Tags: #Histórico, Aventuras

—Quiero pararle los pies, Heinrich. Quiero impedirle que se convierta en el nuevo obispo de Münster, o que nos arrastre a todos a una sangrienta hecatombe. Y debo ser yo quien lo haga. Rothmann está enfermo, débil. Knipperdolling y Kibbenbrock no atacarían nunca la autoridad del Profeta, se cagan de miedo.

Nos quedamos callados, escuchando los cascos que pisotean el terreno, el bufar de los caballos.

Es él quien habla de nuevo:

—No sucederá nada el día de Pascua.

Tal vez más que una simple palabra de aviso.

—Ese es justamente el problema. Qué tiene intención de hacer Matthys ese día. Es un loco, Heinrich, un loco peligroso.

Parece increíble: hace poco más de un mes éramos los dueños y señores de Münster; hoy hablamos en voz baja, lejos de los oídos de todos, como si la duda fuera un delito mortal.

—Ha puesto un término, y en razón de ese término detenta la autoridad absoluta. Podemos acorralarlo.

—¿Desenmascararlo delante de todos?

Trago saliva:

—O bien matarlo.

Los huesos se hielan apenas pronunciadas las palabras, como si el invierno quisiera sellarlas con una gélida mordedura.

Unos pocos metros más en silencio. Parece que se advierta el rumor confuso de sus pensamientos.
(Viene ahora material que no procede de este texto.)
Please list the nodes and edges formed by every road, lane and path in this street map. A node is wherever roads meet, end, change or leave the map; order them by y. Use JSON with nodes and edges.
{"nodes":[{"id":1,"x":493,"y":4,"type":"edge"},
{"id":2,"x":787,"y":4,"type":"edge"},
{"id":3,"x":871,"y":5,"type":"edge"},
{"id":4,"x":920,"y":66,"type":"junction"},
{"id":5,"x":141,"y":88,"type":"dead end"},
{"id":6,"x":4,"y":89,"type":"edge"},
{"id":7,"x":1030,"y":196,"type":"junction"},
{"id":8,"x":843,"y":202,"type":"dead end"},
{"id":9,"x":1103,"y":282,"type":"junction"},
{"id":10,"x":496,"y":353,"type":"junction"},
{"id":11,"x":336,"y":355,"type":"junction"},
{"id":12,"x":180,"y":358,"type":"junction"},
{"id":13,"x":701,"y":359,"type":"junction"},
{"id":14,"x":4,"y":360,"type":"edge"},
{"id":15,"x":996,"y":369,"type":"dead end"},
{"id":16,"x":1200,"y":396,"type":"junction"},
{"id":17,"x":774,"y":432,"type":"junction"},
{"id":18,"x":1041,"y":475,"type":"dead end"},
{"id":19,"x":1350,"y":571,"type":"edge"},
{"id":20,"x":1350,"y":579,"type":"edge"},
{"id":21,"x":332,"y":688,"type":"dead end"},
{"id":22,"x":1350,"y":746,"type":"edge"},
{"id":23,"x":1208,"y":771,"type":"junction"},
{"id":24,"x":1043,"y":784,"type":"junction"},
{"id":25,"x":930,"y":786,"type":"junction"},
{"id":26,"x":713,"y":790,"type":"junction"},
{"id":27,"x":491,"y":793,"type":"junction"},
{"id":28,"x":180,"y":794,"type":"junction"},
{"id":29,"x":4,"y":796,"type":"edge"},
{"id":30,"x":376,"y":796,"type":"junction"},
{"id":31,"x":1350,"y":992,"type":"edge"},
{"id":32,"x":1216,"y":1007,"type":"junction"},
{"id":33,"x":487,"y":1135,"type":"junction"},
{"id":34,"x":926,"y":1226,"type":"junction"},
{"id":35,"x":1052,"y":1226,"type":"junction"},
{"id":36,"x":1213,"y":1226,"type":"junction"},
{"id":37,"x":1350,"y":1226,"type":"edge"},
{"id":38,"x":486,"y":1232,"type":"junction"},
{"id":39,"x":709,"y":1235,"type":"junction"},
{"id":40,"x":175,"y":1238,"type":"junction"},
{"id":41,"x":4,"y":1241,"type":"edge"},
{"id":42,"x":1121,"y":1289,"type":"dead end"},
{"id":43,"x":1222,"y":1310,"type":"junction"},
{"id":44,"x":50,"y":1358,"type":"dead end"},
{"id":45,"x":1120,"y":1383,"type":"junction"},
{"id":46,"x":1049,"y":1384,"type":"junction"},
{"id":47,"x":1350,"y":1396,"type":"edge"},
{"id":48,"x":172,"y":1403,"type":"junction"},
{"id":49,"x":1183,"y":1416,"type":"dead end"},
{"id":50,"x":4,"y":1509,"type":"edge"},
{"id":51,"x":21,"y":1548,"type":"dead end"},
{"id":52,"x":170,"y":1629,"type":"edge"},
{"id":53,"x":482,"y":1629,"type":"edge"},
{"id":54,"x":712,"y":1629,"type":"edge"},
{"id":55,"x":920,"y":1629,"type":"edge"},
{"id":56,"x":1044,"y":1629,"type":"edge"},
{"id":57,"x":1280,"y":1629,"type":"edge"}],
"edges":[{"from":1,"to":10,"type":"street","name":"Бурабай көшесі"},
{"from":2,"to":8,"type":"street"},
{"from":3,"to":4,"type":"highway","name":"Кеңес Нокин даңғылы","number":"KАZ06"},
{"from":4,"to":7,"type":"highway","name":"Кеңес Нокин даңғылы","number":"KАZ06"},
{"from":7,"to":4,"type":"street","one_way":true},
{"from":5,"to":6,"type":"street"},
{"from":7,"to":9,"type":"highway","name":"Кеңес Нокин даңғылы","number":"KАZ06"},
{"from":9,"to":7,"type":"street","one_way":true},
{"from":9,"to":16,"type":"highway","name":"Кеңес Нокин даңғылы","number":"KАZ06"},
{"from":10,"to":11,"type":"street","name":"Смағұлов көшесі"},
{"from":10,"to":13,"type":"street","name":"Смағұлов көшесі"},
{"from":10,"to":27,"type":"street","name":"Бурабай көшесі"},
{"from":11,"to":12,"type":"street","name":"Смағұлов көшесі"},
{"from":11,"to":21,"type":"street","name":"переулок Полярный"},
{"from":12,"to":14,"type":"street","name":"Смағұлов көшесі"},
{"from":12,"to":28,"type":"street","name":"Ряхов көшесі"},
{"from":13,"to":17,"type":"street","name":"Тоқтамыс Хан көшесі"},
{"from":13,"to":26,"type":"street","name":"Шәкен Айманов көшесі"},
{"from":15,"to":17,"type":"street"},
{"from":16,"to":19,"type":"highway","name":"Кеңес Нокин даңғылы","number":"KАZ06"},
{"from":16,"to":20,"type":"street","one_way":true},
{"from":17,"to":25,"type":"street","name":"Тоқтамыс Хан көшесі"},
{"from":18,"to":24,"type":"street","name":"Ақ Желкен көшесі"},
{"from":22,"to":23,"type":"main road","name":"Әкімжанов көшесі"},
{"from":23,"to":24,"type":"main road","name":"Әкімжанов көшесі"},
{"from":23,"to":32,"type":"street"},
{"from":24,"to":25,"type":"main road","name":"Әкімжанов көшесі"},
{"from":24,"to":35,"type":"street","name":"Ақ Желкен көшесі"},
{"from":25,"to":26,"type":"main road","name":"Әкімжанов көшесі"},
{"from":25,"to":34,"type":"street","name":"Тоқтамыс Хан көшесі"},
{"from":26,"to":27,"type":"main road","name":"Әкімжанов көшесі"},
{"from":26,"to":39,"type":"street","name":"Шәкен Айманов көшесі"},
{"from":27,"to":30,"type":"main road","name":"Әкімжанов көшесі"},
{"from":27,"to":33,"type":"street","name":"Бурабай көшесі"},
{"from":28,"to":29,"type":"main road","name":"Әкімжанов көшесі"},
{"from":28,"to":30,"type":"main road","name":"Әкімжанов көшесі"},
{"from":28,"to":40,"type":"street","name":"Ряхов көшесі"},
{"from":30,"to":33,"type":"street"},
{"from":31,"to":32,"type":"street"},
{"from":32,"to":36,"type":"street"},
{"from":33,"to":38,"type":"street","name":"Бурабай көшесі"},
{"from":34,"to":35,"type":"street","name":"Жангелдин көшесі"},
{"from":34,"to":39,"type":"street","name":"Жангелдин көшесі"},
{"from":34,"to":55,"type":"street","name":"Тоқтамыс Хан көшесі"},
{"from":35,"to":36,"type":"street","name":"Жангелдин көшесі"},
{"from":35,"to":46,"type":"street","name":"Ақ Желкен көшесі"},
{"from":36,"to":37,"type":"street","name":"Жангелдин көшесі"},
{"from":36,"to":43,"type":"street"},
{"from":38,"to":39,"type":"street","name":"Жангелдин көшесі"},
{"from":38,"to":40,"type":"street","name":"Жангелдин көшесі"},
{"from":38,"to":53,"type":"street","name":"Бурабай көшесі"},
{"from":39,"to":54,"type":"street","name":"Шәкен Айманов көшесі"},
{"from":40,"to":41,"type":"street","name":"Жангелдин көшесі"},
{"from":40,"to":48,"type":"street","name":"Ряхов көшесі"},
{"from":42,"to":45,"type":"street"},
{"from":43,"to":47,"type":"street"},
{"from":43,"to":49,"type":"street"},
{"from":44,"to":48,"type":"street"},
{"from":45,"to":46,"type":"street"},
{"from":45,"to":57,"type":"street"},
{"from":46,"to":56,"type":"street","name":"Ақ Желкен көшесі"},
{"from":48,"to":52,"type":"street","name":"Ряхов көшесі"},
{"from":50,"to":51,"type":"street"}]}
La mirada permanece clavada en el fondo de la calle:

—Sería la guerra en la ciudad. Toda esa gente venida de fuera lo adora. Los münsteritas, tal vez ellos te siguieran, pero cada día que pasa se vuelven más una minoría.

—Tienes razón. Pero uno no puede quedarse mirando, mientras todo aquello por lo que se ha luchado se va al traste.
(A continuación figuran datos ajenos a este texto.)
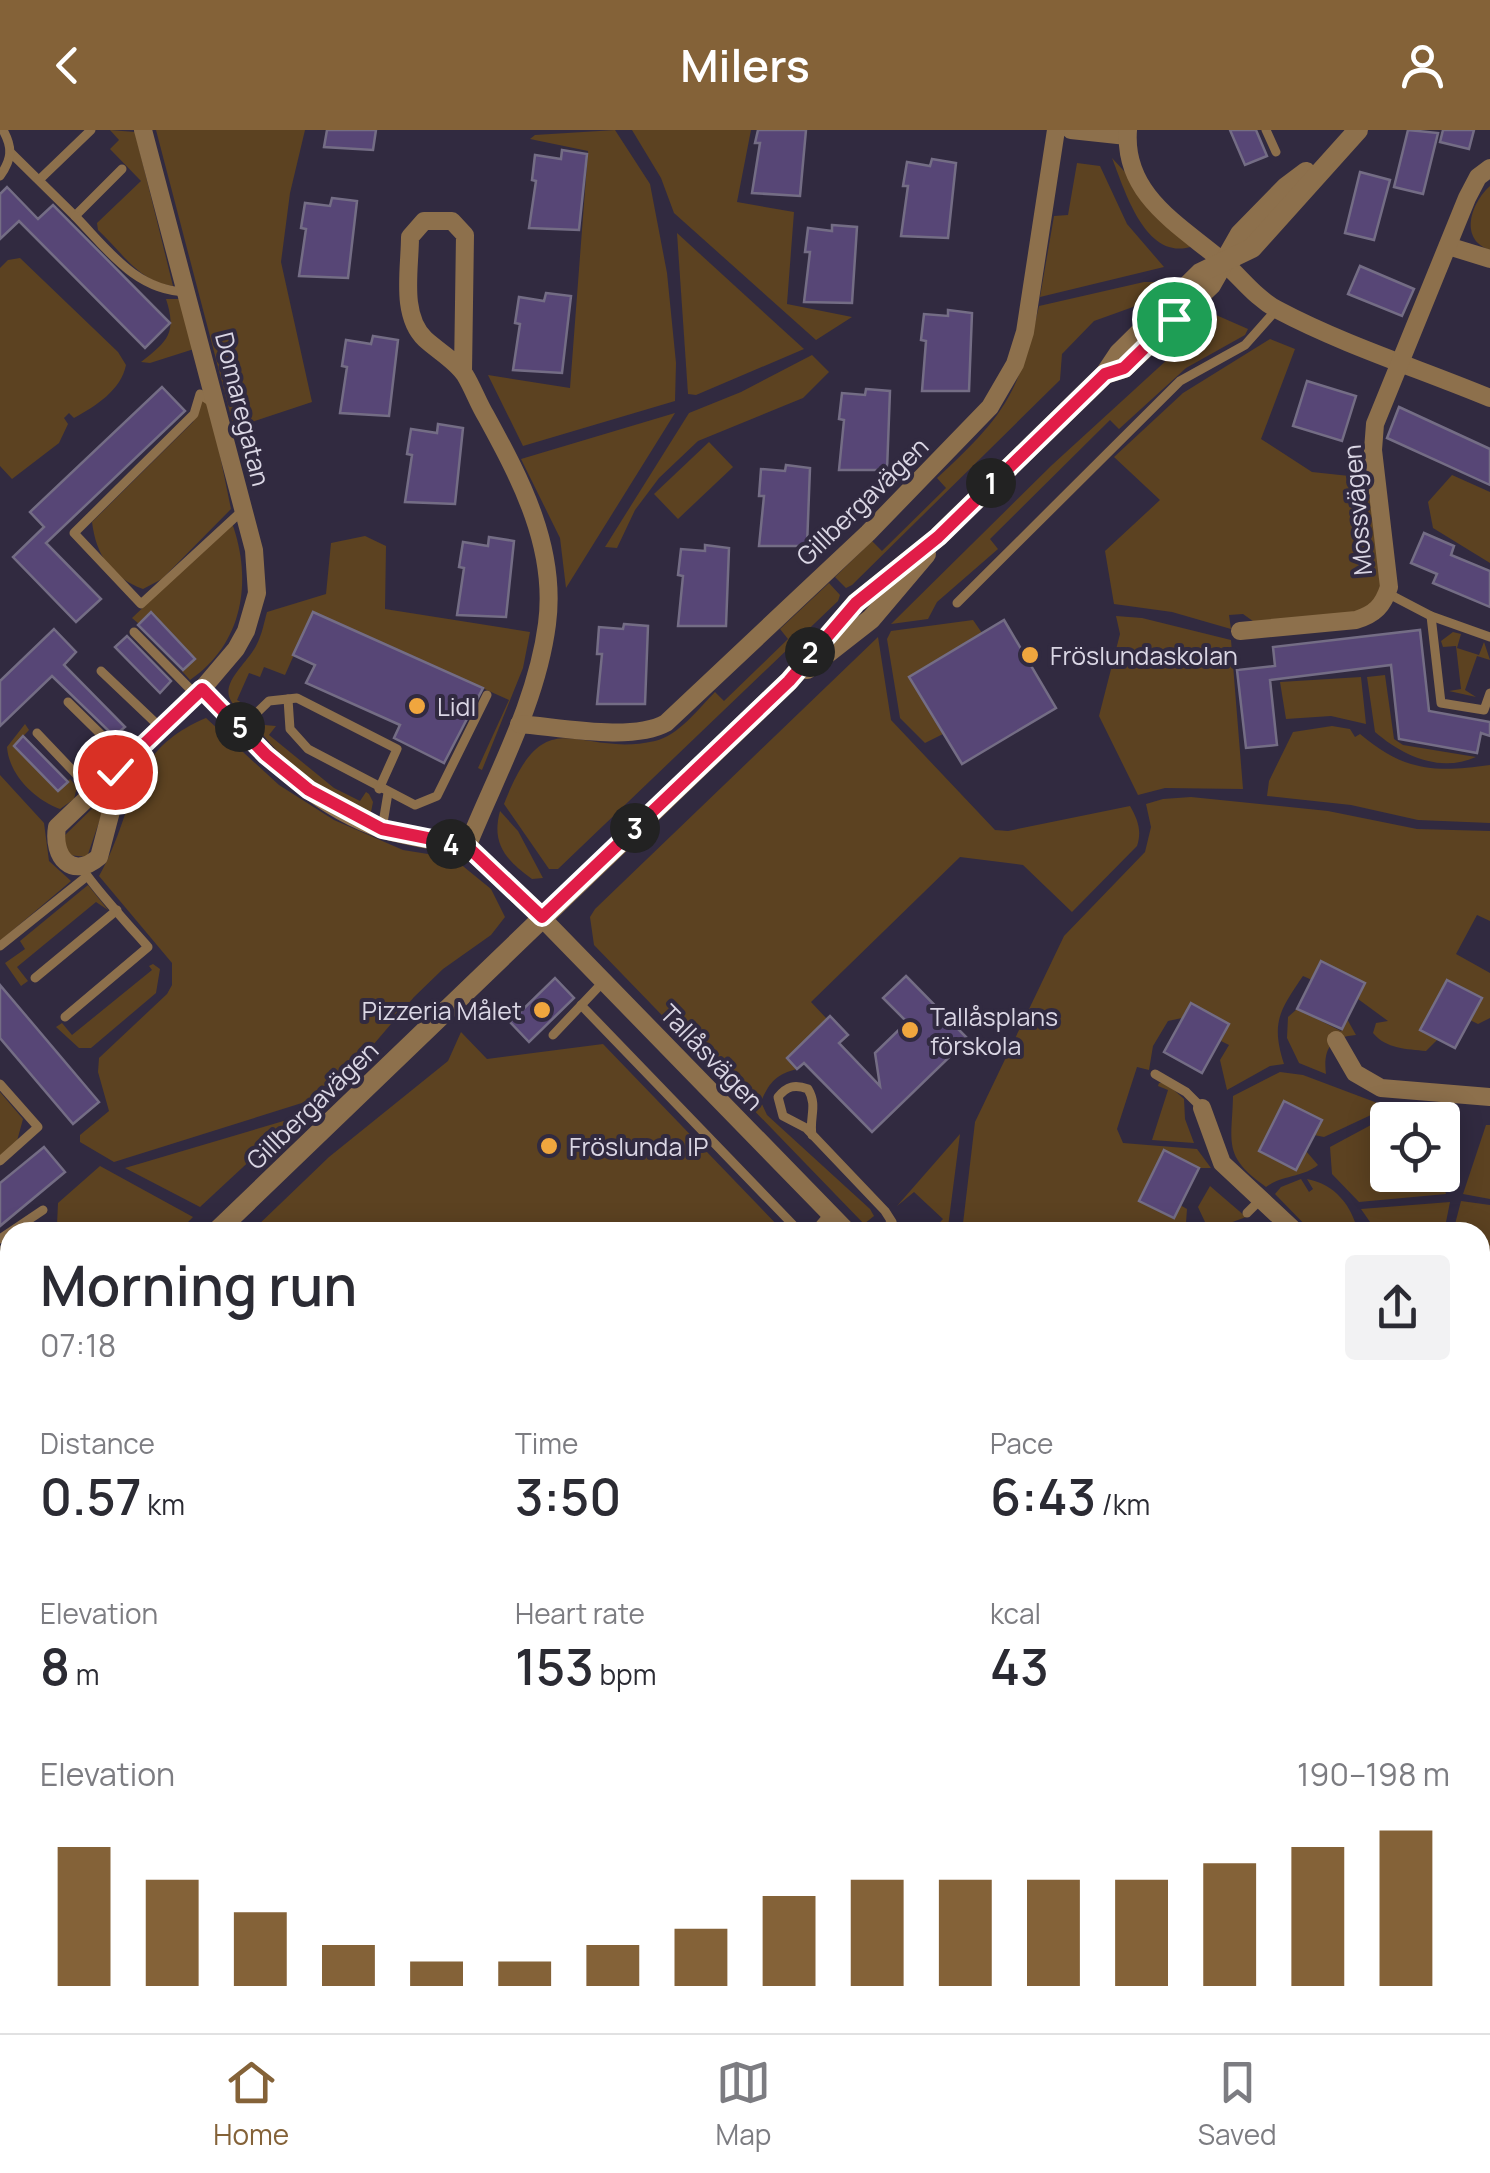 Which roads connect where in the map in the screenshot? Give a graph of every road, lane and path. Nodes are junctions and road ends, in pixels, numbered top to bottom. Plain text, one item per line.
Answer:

De nuevo el zumbido de sus pensamientos.

—Todo el que ha intentado enfrentarse a él ha dejado la sangre en el empedrado de la plaza.

Asiento:

—Precisamente. No es para esto para lo que yo usé tus pistolas contra los luteranos y los episcopales.

La ciudad parece desierta. Silencio, nadie por las calles. Nos miramos preocupados, como quien se huele en el aire una desgracia consumada; pero no hablamos, dejamos los caballos y nos encaminamos juntos, como atraídos por un imán hacia el teatro central, la gran plaza de la catedral. A cada paso crece el desasosiego de una amenaza desconocida, y sin embargo clara, presente, que se cierne sobre la ciudad para tragarla toda. ¿Adónde han ido a parar los habitantes? No hay ya nadie, ni un perro pulgoso. Apresuramos el paso a la vez.
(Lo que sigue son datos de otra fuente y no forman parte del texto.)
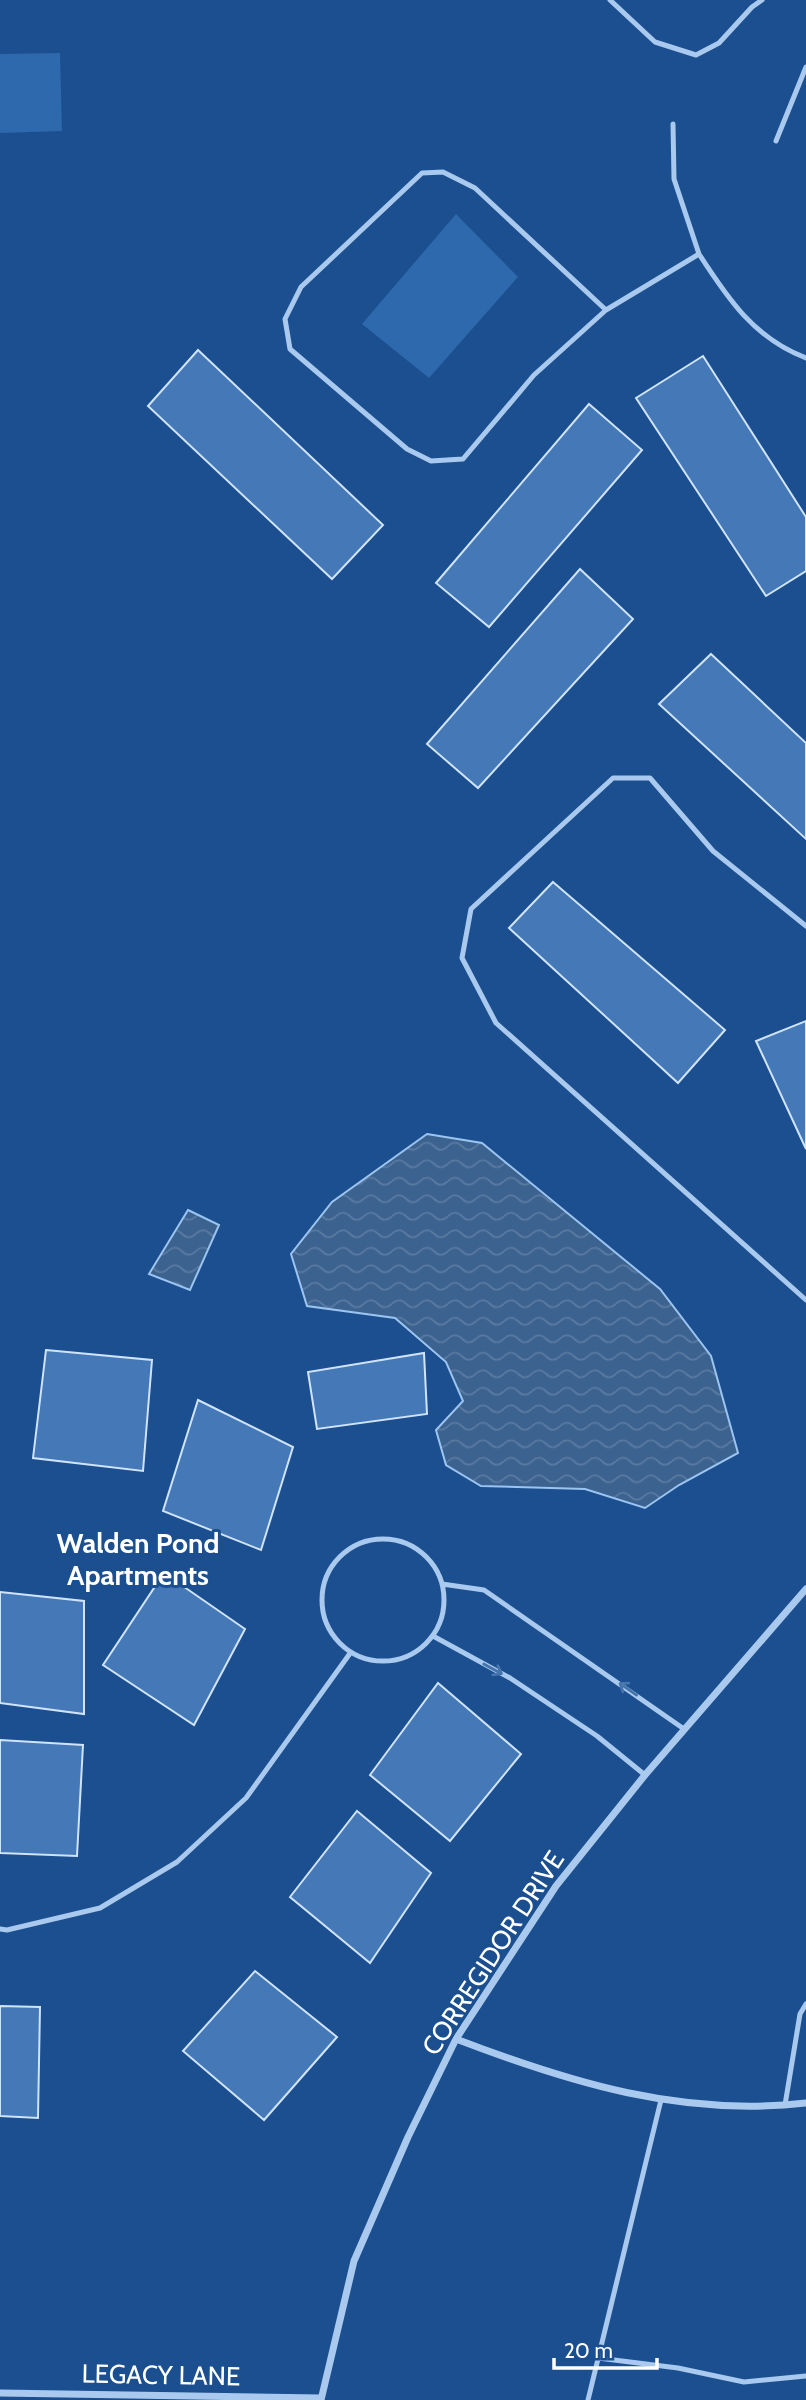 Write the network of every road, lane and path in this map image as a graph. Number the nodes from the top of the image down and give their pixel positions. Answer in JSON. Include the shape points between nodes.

La nube blancuzca corona la fila de construcciones que delimita la estrecha calle que lleva a la plaza.

Está llena.

Ruido de gente que se coloca, con deferencia y arrobo, en torno al centro, donde se alza la pira que deja escapar lenguas de fuego. Obsceno altar levantado al olvido, la palabra de Dios aplasta la de los hombres, vomita su triunfo sobre nuestras espaldas, sepulta nuestra mirada bajo un manto impenetrable; su aliento se deja sentir sobre nuestras cabezas; su ojo nos descubre implacable, nos da caza hasta donde no será posible ocultarnos, en lo más recóndito de nuestros pensamientos, en el deseo de poder ser, un día, más sabios. Matando toda curiosidad, y todo talento.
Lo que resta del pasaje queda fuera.